_EXERCISE REQUIREMENTS:_
Your task is to copy each line of the material that includes "grestore".

----- DATA EXTRACT -----

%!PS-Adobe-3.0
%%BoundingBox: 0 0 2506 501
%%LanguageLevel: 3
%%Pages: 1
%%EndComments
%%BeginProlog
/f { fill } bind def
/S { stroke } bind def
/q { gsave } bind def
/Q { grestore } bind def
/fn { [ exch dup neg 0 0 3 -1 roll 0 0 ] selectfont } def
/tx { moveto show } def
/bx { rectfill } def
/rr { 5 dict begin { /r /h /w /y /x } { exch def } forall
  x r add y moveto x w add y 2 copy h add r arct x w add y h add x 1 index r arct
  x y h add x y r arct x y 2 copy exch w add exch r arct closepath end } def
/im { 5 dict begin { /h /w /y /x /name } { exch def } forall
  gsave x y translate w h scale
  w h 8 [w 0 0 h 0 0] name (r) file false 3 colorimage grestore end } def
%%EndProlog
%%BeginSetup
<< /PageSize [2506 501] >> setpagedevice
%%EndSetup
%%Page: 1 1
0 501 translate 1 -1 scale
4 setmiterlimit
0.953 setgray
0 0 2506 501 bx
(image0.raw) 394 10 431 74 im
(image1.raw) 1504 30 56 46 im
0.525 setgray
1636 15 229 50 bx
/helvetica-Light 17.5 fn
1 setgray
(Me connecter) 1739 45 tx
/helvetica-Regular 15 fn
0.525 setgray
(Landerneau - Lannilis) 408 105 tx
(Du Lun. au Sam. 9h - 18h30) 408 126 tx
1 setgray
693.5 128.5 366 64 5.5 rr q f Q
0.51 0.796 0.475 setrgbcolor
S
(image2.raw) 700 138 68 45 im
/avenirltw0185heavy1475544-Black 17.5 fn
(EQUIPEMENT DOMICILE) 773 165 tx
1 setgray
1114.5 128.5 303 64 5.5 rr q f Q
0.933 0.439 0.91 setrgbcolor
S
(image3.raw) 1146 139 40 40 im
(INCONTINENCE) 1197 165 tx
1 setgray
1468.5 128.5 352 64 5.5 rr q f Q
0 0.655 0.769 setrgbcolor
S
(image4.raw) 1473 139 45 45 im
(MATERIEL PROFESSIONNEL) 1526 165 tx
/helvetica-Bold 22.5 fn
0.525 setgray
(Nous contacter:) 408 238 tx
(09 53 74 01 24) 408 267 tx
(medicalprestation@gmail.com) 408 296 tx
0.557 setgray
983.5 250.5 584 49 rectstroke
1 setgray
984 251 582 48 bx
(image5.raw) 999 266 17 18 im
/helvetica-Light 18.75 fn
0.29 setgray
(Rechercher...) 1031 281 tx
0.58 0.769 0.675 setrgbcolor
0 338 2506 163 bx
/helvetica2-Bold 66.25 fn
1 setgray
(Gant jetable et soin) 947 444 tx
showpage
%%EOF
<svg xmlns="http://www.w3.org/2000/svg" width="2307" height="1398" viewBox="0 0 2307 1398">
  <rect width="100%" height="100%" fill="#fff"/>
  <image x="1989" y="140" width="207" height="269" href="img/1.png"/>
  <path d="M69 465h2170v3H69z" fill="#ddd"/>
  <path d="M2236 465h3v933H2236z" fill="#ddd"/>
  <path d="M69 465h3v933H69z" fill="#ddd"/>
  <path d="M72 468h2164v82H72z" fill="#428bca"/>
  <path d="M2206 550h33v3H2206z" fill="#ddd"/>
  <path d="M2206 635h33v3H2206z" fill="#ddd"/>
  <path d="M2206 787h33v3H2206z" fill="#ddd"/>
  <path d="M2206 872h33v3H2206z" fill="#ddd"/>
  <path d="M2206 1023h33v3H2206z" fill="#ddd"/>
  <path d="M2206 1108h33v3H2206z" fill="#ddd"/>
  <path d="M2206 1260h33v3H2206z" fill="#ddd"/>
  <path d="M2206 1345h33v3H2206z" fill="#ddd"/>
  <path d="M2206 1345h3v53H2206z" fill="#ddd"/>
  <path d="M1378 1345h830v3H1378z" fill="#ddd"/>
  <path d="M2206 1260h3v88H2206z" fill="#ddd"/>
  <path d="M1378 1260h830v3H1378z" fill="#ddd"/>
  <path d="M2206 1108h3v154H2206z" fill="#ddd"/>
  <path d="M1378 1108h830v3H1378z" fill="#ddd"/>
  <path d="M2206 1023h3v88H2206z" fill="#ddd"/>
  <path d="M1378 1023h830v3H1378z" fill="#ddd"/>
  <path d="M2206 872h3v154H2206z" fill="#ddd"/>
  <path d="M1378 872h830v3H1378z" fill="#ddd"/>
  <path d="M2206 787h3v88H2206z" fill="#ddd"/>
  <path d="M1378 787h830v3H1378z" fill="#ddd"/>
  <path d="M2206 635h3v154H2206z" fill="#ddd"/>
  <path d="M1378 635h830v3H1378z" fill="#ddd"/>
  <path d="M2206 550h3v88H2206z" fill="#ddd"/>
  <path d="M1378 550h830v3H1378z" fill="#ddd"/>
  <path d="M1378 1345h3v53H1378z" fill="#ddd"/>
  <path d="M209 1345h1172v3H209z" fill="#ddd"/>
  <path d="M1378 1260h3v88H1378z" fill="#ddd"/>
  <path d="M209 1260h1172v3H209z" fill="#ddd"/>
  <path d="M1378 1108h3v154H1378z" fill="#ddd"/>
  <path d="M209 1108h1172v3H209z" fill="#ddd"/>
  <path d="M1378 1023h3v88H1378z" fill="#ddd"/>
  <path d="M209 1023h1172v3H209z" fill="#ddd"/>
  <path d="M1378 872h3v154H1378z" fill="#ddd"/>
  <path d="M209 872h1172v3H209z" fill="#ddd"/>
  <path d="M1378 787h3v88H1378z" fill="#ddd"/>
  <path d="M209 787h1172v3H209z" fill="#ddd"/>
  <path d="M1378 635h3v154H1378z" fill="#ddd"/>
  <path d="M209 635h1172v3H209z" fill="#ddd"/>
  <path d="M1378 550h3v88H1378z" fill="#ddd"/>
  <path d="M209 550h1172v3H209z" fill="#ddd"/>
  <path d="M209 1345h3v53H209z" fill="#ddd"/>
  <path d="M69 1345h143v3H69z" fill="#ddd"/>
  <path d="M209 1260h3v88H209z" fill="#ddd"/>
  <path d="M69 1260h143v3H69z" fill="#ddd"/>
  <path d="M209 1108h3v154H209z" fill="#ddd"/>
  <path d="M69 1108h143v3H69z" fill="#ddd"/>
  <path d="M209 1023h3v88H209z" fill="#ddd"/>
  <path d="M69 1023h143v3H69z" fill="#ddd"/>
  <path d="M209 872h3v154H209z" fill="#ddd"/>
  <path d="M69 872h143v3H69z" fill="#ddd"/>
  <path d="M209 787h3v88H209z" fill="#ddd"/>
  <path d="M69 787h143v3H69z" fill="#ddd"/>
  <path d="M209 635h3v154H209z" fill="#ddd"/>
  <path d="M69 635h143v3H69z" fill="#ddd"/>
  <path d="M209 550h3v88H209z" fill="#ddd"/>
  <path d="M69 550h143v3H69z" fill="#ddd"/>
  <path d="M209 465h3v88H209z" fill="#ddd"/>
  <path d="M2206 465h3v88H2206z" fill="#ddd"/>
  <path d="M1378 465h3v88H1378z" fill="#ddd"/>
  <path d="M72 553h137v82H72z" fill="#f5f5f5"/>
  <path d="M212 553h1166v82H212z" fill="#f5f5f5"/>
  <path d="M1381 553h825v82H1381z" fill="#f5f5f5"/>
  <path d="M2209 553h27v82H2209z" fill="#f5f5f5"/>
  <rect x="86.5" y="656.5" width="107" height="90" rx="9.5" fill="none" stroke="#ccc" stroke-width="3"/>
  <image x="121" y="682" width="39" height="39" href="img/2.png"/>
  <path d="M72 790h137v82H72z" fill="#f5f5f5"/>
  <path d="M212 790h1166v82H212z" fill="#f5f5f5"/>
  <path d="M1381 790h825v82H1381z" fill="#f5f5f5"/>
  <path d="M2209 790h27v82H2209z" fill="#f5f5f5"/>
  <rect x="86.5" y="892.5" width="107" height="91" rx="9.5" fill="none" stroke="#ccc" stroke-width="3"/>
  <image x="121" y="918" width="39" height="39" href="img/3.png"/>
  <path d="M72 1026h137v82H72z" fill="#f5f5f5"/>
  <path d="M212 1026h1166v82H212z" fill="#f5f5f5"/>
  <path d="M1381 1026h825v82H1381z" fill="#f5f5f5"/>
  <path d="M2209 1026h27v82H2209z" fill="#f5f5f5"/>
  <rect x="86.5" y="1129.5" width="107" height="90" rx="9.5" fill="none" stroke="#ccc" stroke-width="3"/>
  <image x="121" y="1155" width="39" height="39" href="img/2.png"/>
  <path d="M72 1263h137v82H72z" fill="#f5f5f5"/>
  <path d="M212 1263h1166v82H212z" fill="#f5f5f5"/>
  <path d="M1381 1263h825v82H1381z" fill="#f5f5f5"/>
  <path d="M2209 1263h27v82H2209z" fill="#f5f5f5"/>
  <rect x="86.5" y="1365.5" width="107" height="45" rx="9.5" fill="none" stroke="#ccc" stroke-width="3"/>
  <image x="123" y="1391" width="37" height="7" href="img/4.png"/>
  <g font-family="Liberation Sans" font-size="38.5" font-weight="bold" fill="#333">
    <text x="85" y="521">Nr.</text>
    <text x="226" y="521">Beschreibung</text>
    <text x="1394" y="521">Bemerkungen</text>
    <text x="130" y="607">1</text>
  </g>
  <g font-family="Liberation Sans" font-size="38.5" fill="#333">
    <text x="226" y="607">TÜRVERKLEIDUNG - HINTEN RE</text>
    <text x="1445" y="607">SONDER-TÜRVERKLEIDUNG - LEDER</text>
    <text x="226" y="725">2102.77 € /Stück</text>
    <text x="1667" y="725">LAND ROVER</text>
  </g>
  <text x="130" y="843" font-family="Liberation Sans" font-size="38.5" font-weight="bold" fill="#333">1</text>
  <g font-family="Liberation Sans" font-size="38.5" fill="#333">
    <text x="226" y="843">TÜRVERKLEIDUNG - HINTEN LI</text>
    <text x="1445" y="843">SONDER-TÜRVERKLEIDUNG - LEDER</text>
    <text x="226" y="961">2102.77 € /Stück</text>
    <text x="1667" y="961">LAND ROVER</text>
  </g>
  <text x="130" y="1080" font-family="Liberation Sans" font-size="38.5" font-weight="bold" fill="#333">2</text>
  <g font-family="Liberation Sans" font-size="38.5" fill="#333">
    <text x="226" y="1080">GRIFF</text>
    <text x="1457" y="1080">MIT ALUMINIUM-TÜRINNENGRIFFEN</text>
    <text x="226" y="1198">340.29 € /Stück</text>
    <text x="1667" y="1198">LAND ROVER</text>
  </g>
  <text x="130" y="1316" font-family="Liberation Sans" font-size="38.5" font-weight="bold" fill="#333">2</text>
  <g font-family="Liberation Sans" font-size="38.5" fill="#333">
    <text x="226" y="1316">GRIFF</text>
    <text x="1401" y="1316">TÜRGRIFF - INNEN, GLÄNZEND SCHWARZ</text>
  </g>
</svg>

-----

_EXERCISE RESULT:_
/Q { grestore } bind def
  w h 8 [w 0 0 h 0 0] name (r) file false 3 colorimage grestore end } def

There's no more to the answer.